A year ago, Damien accepted that he was transgender instead of gender fluid. He took on the pronouns he/him and the preferred name Damien, with Alchemy as his middle name.
Erin and Damien agreed that his younger brother Jerimiah was the most accepting, expressing he had forgotten Damien’s dead name because he is used to calling him by his chosen name. Jeremiah began calling him Alch, short for Alchemy, and then Dami for Damien.
However, his father was not as understanding of Damien. Initially coming out to him as gender fluid, Damien said he and his father argued about his gender identity, and it shattered his confidence.
“I told him, ‘I think I’m gender fluid,’ because I wanted to lay it down softly on him. Then he went, ‘Honestly, I don’t think you are,” and I could not talk to him for three days,” Damien said. “I ended up talking to him about it and saying, ‘This is who I think I am. I may not fully know yet, but I know I’m not [deadname]. So, I just wanted to tell you because I trusted you.’”
Damien is also worried about how the rest of his family would react, as they are very conservative. He and Erin are working out the right way to tell them.
At school, his friends do their best to support him and understand what he needs to be comfortable.
Erin and Lydia Wackerman have been friends for years, and subsequently, their children also became friends.
Paul Wackerman is a junior at Norwalk High School, but he and Damien first met in elementary school when they had to attend a PTA meeting with their parents. As their friendship grew, Damien confided in Paul when he was gender-fluid and again when he realized he was transgender.
“Nothing changed for me, they are now he,” Paul said. “He’s still my friend, that’s not going to change anything.”
Lydia explained she has always taught her kids to be open and accepting of others and to be an ally to the LGBTQIA+ community.
“I was a Scoutmaster, and one of the kids came out to me, and I was worried if the boys were going to share a tent with him, but Paul had no problem with it,” Lydia said. “I love the younger generation because it seems to be more accepting.”
The Wackermans were there to accompany Damien when he defended the Wellbeing Center in September.

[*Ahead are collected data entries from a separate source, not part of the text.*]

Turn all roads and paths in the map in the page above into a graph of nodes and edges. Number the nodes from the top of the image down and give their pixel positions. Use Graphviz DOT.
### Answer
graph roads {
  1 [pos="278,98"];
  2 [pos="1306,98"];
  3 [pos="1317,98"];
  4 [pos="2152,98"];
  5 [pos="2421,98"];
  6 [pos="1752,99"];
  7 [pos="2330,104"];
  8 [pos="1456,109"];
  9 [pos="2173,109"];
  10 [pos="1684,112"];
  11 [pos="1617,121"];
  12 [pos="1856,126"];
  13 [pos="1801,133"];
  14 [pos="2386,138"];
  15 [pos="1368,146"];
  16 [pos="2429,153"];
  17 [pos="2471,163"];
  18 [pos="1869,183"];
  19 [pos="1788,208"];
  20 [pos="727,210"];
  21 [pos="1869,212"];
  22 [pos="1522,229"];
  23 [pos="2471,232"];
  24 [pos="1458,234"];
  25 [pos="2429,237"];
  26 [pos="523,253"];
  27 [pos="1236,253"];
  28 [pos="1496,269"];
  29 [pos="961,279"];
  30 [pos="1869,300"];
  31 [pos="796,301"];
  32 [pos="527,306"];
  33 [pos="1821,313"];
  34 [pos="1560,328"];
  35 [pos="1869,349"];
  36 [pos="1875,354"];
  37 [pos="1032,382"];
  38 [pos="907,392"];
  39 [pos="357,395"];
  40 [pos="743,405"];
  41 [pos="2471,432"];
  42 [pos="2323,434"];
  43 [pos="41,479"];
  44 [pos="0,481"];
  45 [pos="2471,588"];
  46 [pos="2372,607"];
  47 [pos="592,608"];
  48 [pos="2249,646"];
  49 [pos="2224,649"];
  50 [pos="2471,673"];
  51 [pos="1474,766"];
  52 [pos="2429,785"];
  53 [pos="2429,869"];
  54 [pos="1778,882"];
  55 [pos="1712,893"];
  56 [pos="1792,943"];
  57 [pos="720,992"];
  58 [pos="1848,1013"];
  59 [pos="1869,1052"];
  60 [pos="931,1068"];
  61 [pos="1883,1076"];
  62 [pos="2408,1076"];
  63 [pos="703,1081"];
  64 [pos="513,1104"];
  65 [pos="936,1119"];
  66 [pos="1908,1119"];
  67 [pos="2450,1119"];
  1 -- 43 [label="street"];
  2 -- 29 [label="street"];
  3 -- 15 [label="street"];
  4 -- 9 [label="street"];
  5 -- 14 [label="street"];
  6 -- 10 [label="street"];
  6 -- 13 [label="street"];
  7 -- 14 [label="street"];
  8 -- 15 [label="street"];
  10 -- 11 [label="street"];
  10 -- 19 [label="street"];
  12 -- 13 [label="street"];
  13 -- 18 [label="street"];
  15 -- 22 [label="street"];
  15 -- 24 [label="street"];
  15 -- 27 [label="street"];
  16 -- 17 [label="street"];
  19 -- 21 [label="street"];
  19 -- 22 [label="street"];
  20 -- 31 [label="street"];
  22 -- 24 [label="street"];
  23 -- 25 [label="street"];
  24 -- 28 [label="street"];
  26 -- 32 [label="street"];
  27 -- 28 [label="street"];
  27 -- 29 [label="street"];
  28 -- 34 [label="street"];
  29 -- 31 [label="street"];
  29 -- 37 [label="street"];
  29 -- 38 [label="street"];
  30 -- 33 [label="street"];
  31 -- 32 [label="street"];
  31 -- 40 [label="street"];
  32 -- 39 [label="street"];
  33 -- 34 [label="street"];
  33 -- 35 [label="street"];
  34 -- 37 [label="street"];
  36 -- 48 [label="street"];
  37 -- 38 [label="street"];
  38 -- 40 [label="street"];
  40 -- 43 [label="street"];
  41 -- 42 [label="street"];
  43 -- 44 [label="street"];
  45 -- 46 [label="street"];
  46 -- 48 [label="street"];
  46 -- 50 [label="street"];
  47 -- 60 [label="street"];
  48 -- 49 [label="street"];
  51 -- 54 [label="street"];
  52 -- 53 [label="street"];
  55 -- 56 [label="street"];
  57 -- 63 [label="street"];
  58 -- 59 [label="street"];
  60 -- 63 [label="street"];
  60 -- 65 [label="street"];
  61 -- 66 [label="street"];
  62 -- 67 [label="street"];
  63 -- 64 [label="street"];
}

Damien explained Norwalk High School’s wellness center can help him when he becomes overwhelmed. The on-site counselor he can talk with to manage his anxiety, usually during pep rallies when it is too loud.
“I could remember having a big panic attack, so last year we decided that whenever a pep rally happened, I would just go to the Wellness Center,” Damien explained. “It was way too loud. I could feel everything, and I realized that my brain just shut down. I talked to a school therapist about it, and he said that a major contributor to everything was my anxiety and depression.”
The Wellness Center at NHS focuses more on mental health, while the Wellbeing Center at John Glenn High School offers more services for mental health, education and therapy. Damien is passionate about fighting for it so others like him can access its resources.
After graduating high school, Damien hopes to continue pursuing theater and advocate for the transgender community. He also hoped to connect with more members of the LGBTQIA + community over the summer.
MassResistance has expressed their desire to continue protesting against the Wellbeing Center during Norwalk La Mirada Unified board of education meetings, which they believe is pushing “transgenderism” on students.
Damien hopes to be there to speak against them.
“There is an argument that kids are not born gay, but that would also mean kids are not born straight,” Damien said. “I would also argue that if kids are not born trans, then they are not born cis.”